## Provided data
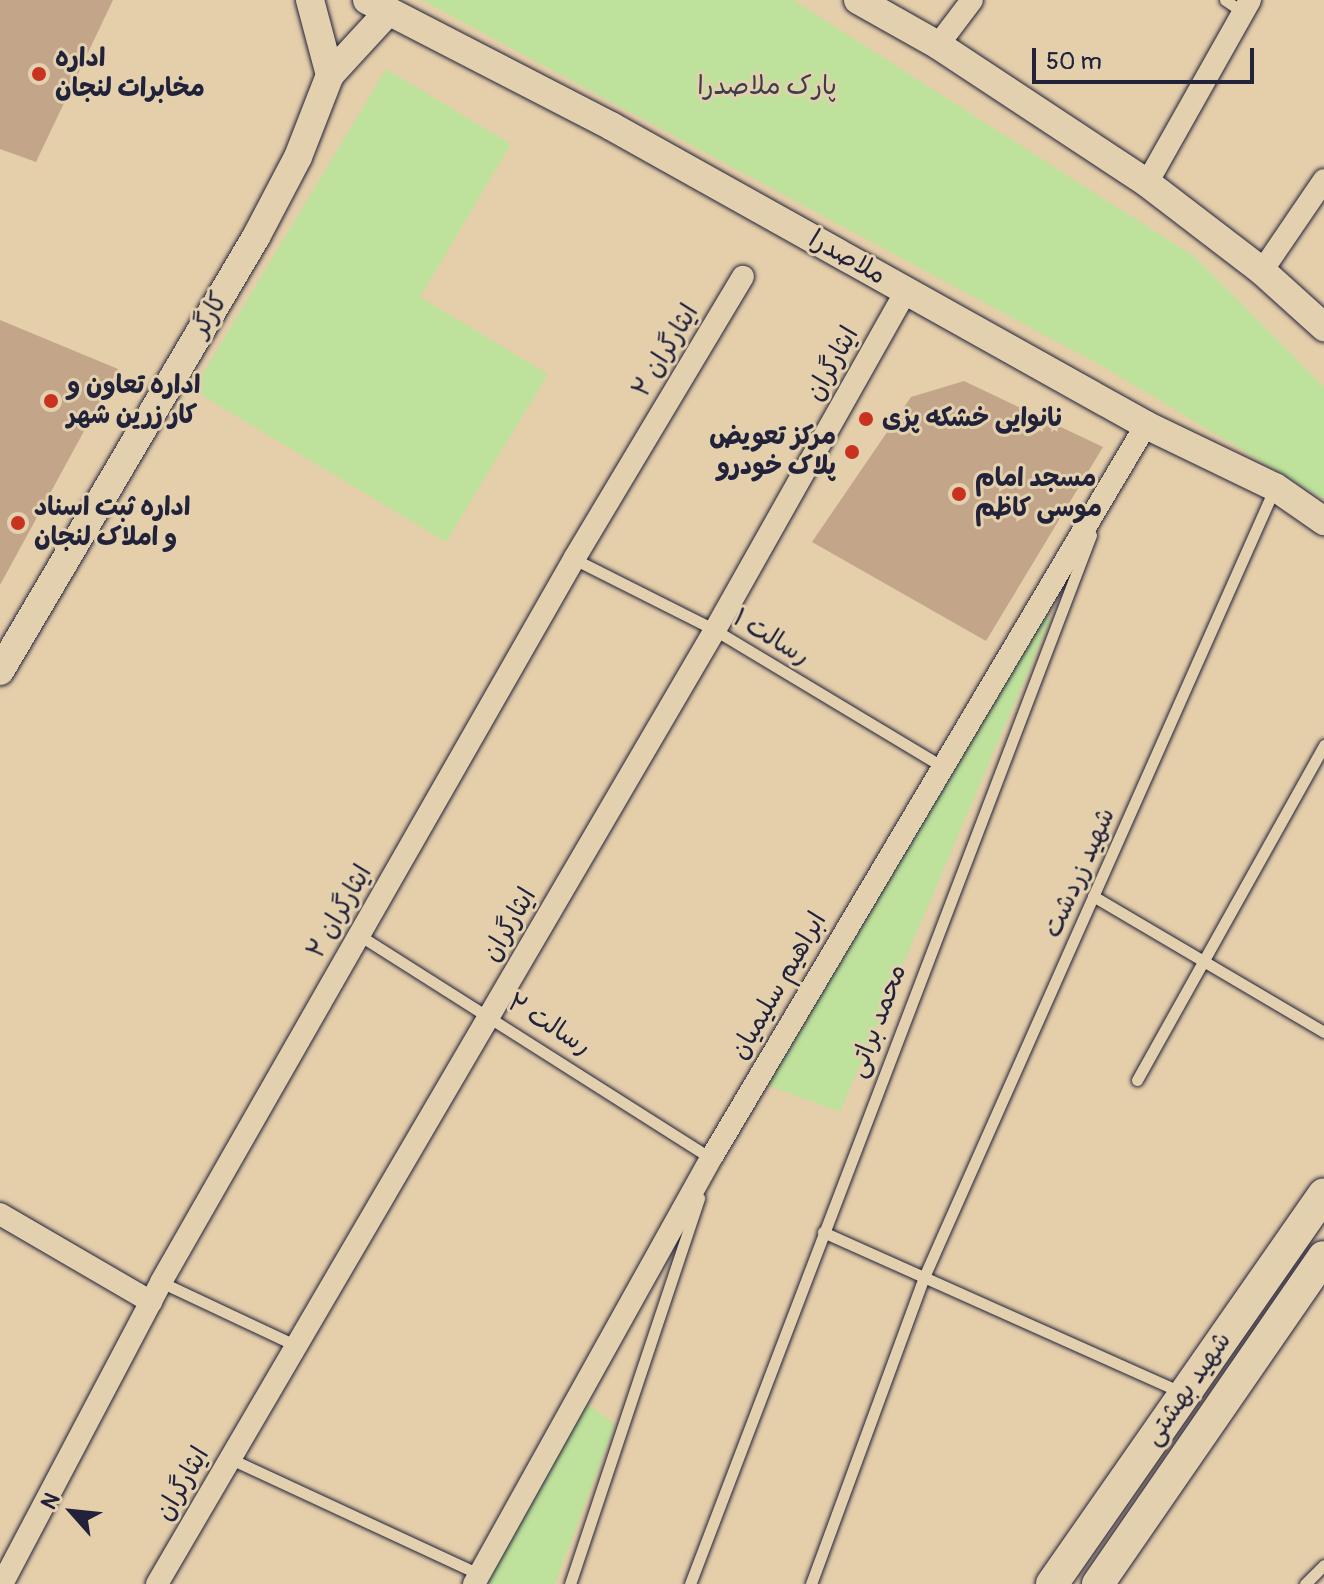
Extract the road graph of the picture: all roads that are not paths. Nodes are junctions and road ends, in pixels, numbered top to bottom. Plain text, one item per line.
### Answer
1 (310, 0) edge
2 (858, 0) edge
3 (972, 0) edge
4 (1240, 4) edge
5 (378, 6) edge
6 (938, 45) junction
7 (330, 75) junction
8 (1324, 180) edge
9 (1147, 183) junction
10 (1262, 271) junction
11 (743, 277) dead end
12 (906, 291) junction
13 (1324, 327) edge
14 (1146, 425) junction
15 (1114, 476) junction
16 (1275, 487) junction
17 (1324, 521) edge
18 (574, 559) junction
19 (715, 630) junction
20 (0, 671) edge
21 (1324, 745) edge
22 (940, 765) junction
23 (1093, 896) junction
24 (359, 935) junction
25 (1203, 960) junction
26 (490, 1015) junction
27 (1324, 1032) edge
28 (1137, 1080) dead end
29 (713, 1155) junction
30 (1324, 1194) edge
31 (0, 1214) edge
32 (823, 1232) junction
33 (1324, 1257) edge
34 (924, 1277) junction
35 (156, 1292) junction
36 (297, 1346) junction
37 (1185, 1394) junction
38 (1212, 1421) junction
39 (231, 1459) junction
40 (1324, 1565) edge
41 (476, 1579) edge
42 (2, 1584) edge
43 (157, 1584) edge
44 (570, 1584) edge
45 (690, 1584) edge
46 (811, 1584) edge
47 (1052, 1584) edge
48 (1098, 1584) edge
49 (1305, 1584) edge

1 - 7 street
2 - 6 street
3 - 6 street
4 - 9 street
5 - 7 street, کارگر
5 - 12 street, ملاصدرا
6 - 9 street
7 - 20 street, کارگر
8 - 10 street
9 - 10 street
10 - 13 street
11 - 18 street, ایثارگران ۲
12 - 14 street, ملاصدرا
12 - 19 street, ایثارگران
14 - 15 street, ابراهیم سلیمیان
14 - 16 street, ملاصدرا
15 - 22 street, ابراهیم سلیمیان
15 - 32 lane, محمد براتی
16 - 17 street, ملاصدرا
16 - 23 lane, شهید زردشت
18 - 19 lane, رسالت ۱
18 - 24 street, ایثارگران ۲
19 - 22 lane, رسالت ۱
19 - 26 street, ایثارگران
21 - 25 lane
22 - 29 street, ابراهیم سلیمیان
23 - 25 lane
23 - 34 lane, شهید زردشت
24 - 26 lane, رسالت ۲
24 - 35 street, ایثارگران ۲
25 - 27 lane
25 - 28 lane
26 - 29 lane, رسالت ۲
26 - 36 street, ایثارگران
29 - 41 street, ابراهیم سلیمیان
29 - 44 lane
30 - 37 main road, شهید بهشتی
31 - 35 street
32 - 34 lane
32 - 45 lane, محمد براتی
33 - 38 main road, شهید بهشتی
34 - 37 lane
34 - 46 lane, شهید زردشت
35 - 36 lane
35 - 42 street, ایثارگران ۲
36 - 39 street, ایثارگران
37 - 38 main road
37 - 47 main road, شهید بهشتی
38 - 48 main road, شهید بهشتی
39 - 41 lane
39 - 43 street, ایثارگران
40 - 49 lane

## How to complete this task
Every line with the word "ابراهیم" in it should be copied from the listing above.

## Response to the exercise
14 - 15 street, ابراهیم سلیمیان
15 - 22 street, ابراهیم سلیمیان
22 - 29 street, ابراهیم سلیمیان
29 - 41 street, ابراهیم سلیمیان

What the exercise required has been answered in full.